One in four family doctors surveyed by GP magazine Pulse said the current wait for an appointment at their practice was two weeks, while one in five said they believed it would increase to as much as a month within the next 12 months.
The health of GP services has been a feature of the General Election campaign as t he Conservatives have promised seven-day access to practices and same-day access for the over 75s, while Labour has pledged the return of the 48-hour appointment guarantee and a GP in every A&E department by next winter.
Both parties have also promised they will provide thousands more GPs if they are elected, although last month Pulse reported a third of GP training places for August remained unfilled while there was a 9% vacancy rate.
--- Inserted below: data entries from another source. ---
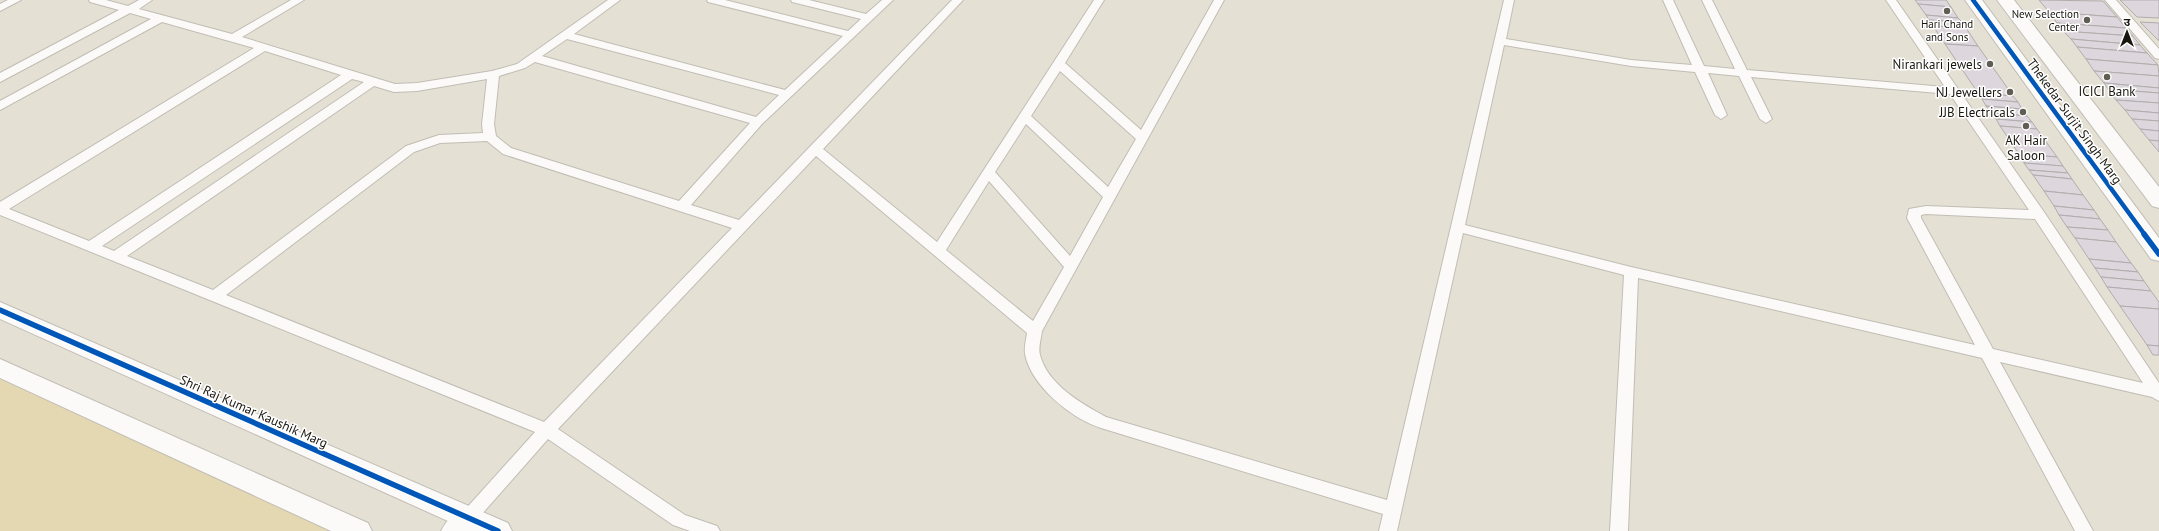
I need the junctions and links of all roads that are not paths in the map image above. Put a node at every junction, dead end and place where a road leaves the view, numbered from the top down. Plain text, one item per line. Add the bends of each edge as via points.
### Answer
1 (16, 0) edge
2 (94, 0) edge
3 (147, 0) edge
4 (299, 0) edge
5 (615, 0) edge
6 (712, 0) edge
7 (796, 0) edge
8 (888, 0) edge
9 (958, 0) edge
10 (1099, 0) edge
11 (1219, 0) edge
12 (1509, 0) edge
13 (1668, 0) edge
14 (1707, 0) edge
15 (1891, 0) edge
16 (1973, 0) edge
17 (2004, 0) edge
18 (2110, 0) edge
19 (0, 8) edge
20 (129, 9) junction
21 (161, 18) junction
22 (869, 18) junction
23 (566, 35) junction
24 (851, 35) junction
25 (233, 38) junction
26 (1500, 41) junction
27 (264, 48) junction
28 (2159, 56) edge
29 (535, 58) junction
30 (1058, 64) junction
31 (1700, 69) junction
32 (1743, 73) junction
33 (493, 74) junction
34 (349, 75) junction
35 (0, 78) edge
36 (372, 82) junction
37 (1954, 91) junction
38 (787, 94) junction
39 (0, 106) edge
40 (1721, 115) dead end
41 (1024, 117) junction
42 (1766, 119) dead end
43 (758, 121) junction
44 (490, 137) junction
45 (1142, 138) junction
46 (815, 149) junction
47 (988, 172) junction
48 (1110, 196) junction
49 (2159, 201) edge
50 (682, 207) junction
51 (0, 209) edge
52 (2039, 215) junction
53 (742, 226) junction
54 (1456, 228) junction
55 (91, 246) junction
56 (938, 251) junction
57 (2159, 254) edge
58 (116, 256) junction
59 (1071, 266) junction
60 (1631, 272) junction
61 (215, 296) junction
62 (0, 310) edge
63 (1035, 331) junction
64 (1987, 352) junction
65 (0, 368) edge
66 (2158, 393) edge
67 (547, 430) junction
68 (1392, 509) junction
69 (461, 524) edge
70 (358, 531) edge
71 (498, 531) edge
72 (712, 531) edge
73 (1388, 531) edge
74 (1619, 531) edge
75 (2084, 531) edge

1 - 19 lane
2 - 20 lane
3 - 20 lane
4 - 25 lane
5 - 23 lane
6 - 24 lane
7 - 22 lane
8 - 22 lane
9 - 46 lane
10 - 30 lane
11 - 45 lane
12 - 26 lane
13 - 31 lane
14 - 32 lane
15 - 37 lane
16 - 57 street, Thekedar Surjit Singh Marg
17 - 49 street, Thekedar Surjit Singh Marg
18 - 28 lane
20 - 21 lane
20 - 35 lane
21 - 25 lane
21 - 39 lane
22 - 24 lane
23 - 29 lane
23 - 38 lane
24 - 38 lane
25 - 27 lane
26 - 31 lane via 1630,63
26 - 54 lane
27 - 34 lane
27 - 51 lane
29 - 33 lane via 522,66
29 - 43 lane
30 - 41 lane
30 - 45 lane
31 - 32 lane
31 - 40 lane
32 - 37 lane
32 - 42 lane
33 - 36 lane via 404,88
33 - 44 lane via 488,124
34 - 36 lane
34 - 55 lane
36 - 58 lane
37 - 52 lane
38 - 43 lane
41 - 47 lane
41 - 48 lane
43 - 50 lane
44 - 50 lane via 507,151
44 - 61 lane via 439,139 410,149
45 - 48 lane
46 - 53 lane
46 - 56 lane
47 - 56 lane
47 - 59 lane
48 - 59 lane
50 - 53 lane
51 - 55 lane
52 - 64 lane via 1926,210 1914,212 1918,227
52 - 66 lane
53 - 67 lane
54 - 60 lane
54 - 68 lane
55 - 58 lane
56 - 63 lane
58 - 61 lane
59 - 63 lane
60 - 64 lane
60 - 74 lane
61 - 67 lane
62 - 69 street, Shri Raj Kumar Kaushik Marg
63 - 68 lane via 1033,355 1047,384 1076,408 1102,422
64 - 66 lane
64 - 75 lane
65 - 70 street
67 - 69 lane
67 - 72 lane via 679,520
68 - 73 lane
69 - 71 street, Shri Raj Kumar Kaushik Marg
A total of 714 doctors were asked how long patients had to wait for a non-urgent appointment, with 39.5% saying less than a week and 35% saying between one and two weeks. Some 6% said it stood at longer than three weeks.
When asked what they thought it could be in 12 months' time, 22% said less than a week, 33% said between one to two weeks and 26% said up to three weeks. A further 19% said it could rise to more than three weeks.
Dr Richard Vautrey, deputy chairman of the British Medical Association's GP committee, said the results were "no surprise".
He told the magazine: "The frustration is that all of the parties in the election campaign at the moment seem to be failing to address these really important issues that patients and GPs are so bothered about. None of the parties are really coming forward with any credible solutions for recruiting new GPs and making general practice attractive to young doctors."